The core vulnerability was the assumption that what signers saw in their browser matched what was being submitted to the blockchain. This is a fundamental limitation of web-based interfaces for high-value operations.

Defensive action: For critical financial operations, implement out-of-band verification:

  • Hardware wallet displays that show transaction details independently of the web interface
  • Secondary verification channels (e.g., a separate read-only node that independently computes expected transaction hashes)
  • Time-delayed execution with automated monitoring for discrepancies during the delay window

3. Multi-Signature is Not Multi-Verification

Having multiple signers provides no additional security if all signers use the same compromised interface. Multi-sig protects against a single compromised key; it does not protect against a compromised signing environment.
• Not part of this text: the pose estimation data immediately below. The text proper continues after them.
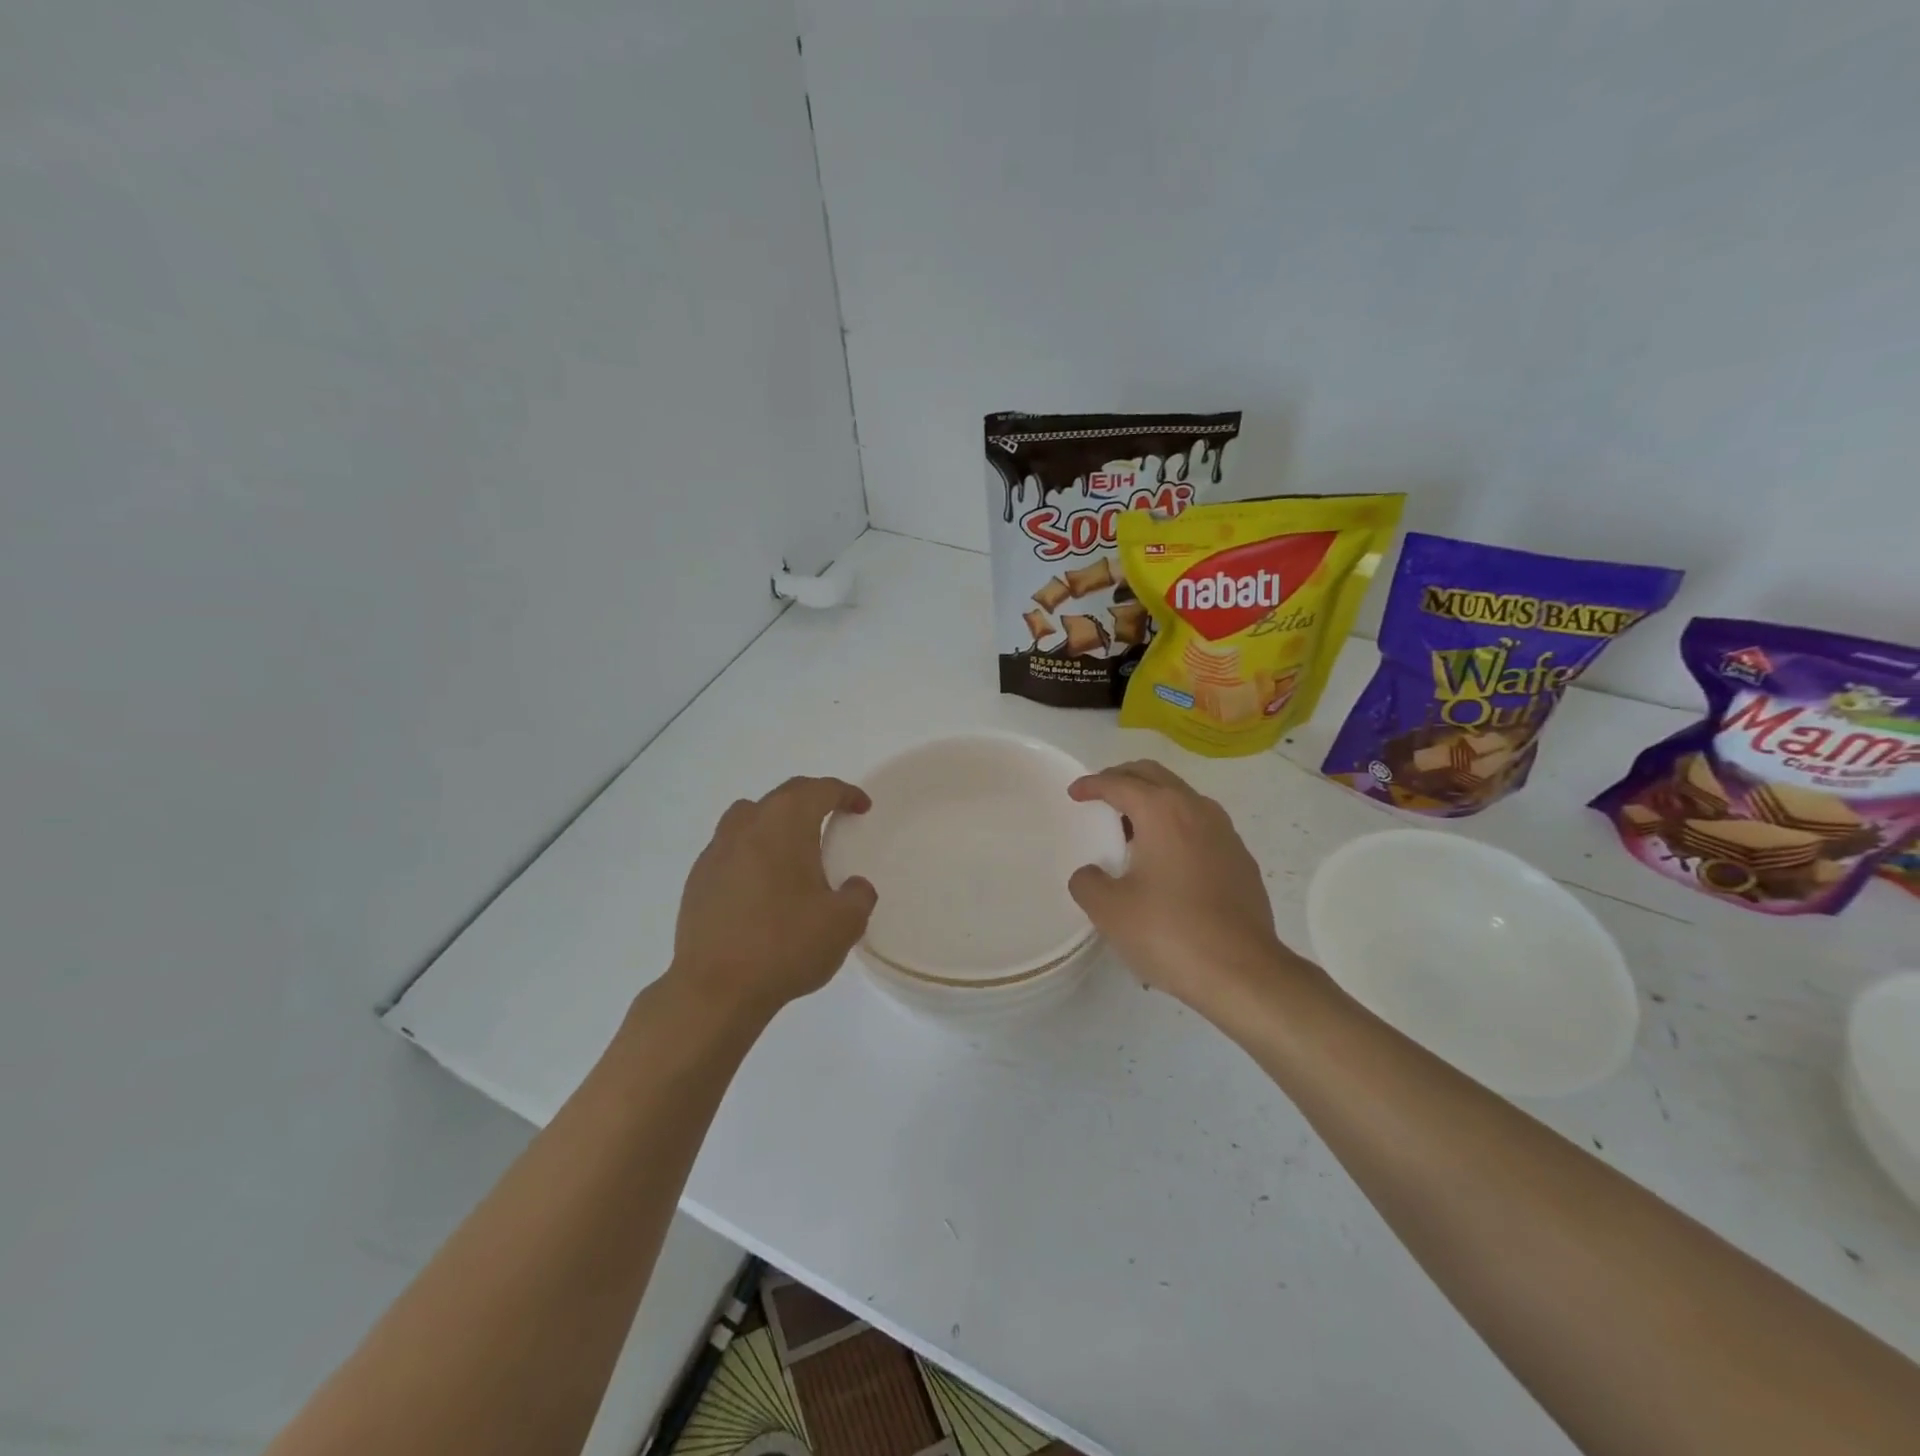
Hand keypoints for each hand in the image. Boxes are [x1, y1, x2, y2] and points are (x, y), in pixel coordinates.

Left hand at [667, 776, 876, 1020]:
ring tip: (792, 847)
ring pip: (749, 817)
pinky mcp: (697, 880)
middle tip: (832, 816)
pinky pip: (730, 849)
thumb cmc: (785, 945)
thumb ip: (858, 896)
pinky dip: (752, 852)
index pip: (819, 790)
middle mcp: (747, 825)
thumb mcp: (844, 923)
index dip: (845, 793)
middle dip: (811, 800)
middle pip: (783, 796)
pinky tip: (762, 884)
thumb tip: (853, 887)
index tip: (861, 807)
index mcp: (785, 824)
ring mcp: (716, 851)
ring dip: (775, 821)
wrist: (715, 989)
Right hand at [1068, 760, 1315, 1018]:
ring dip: (1152, 802)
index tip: (1075, 793)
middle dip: (1124, 778)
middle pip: (1154, 776)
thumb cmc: (1169, 932)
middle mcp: (1197, 810)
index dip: (1092, 784)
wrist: (1243, 972)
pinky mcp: (1240, 859)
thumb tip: (1091, 875)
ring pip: (1181, 798)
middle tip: (1101, 795)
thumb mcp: (1110, 910)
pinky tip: (1166, 861)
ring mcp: (1225, 833)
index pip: (1119, 783)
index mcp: (1162, 811)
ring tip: (1130, 829)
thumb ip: (1088, 882)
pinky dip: (1175, 827)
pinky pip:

Defensive action: Enforce signer diversity:

  • Require signers to use different software interfaces
  • Implement at least one hardware-based signer that cannot be influenced by web UI manipulation
  • Consider requiring signers to independently verify transaction parameters through separate tooling

4. The Speed of Cryptocurrency Laundering

Within hours of the theft, the attackers began distributing funds across thousands of addresses using automated mixing and cross-chain bridge protocols. Despite the transparent nature of blockchain transactions, the speed and sophistication of the laundering operation made recovery extremely difficult.

Defensive action: Pre-position incident response capabilities:

  • Maintain relationships with blockchain analysis firms before an incident occurs
  • Implement automated monitoring for large outbound transfers with configurable delay mechanisms
  • Practice incident response scenarios specific to cryptocurrency theft

Architectural Recommendations

For organizations managing significant cryptocurrency holdings, the Bybit breach suggests several architectural improvements:

  • Air-gapped signing - Transaction creation and signing should occur on isolated systems without internet connectivity
  • Reproducible builds - All software used in signing workflows should be built from verified source code using deterministic build processes
  • Transaction simulation - Before signing, simulate the transaction against a fork of the current blockchain state and verify the expected outcome matches the displayed details
  • Anomaly detection - Monitor for deviations between historical transaction patterns and proposed operations

The Bigger Picture

The Bybit breach is not just a cryptocurrency story. It demonstrates that even organizations with significant security investment and multi-layered authorization controls are vulnerable to supply chain compromises that target the human-computer interface. As financial systems increasingly rely on web-based interfaces for critical operations, the integrity of those interfaces - and the entire software supply chain behind them - becomes a primary attack surface.

Every organization should ask: if a trusted vendor's interface was silently modified, would our verification processes catch it before authorization was granted?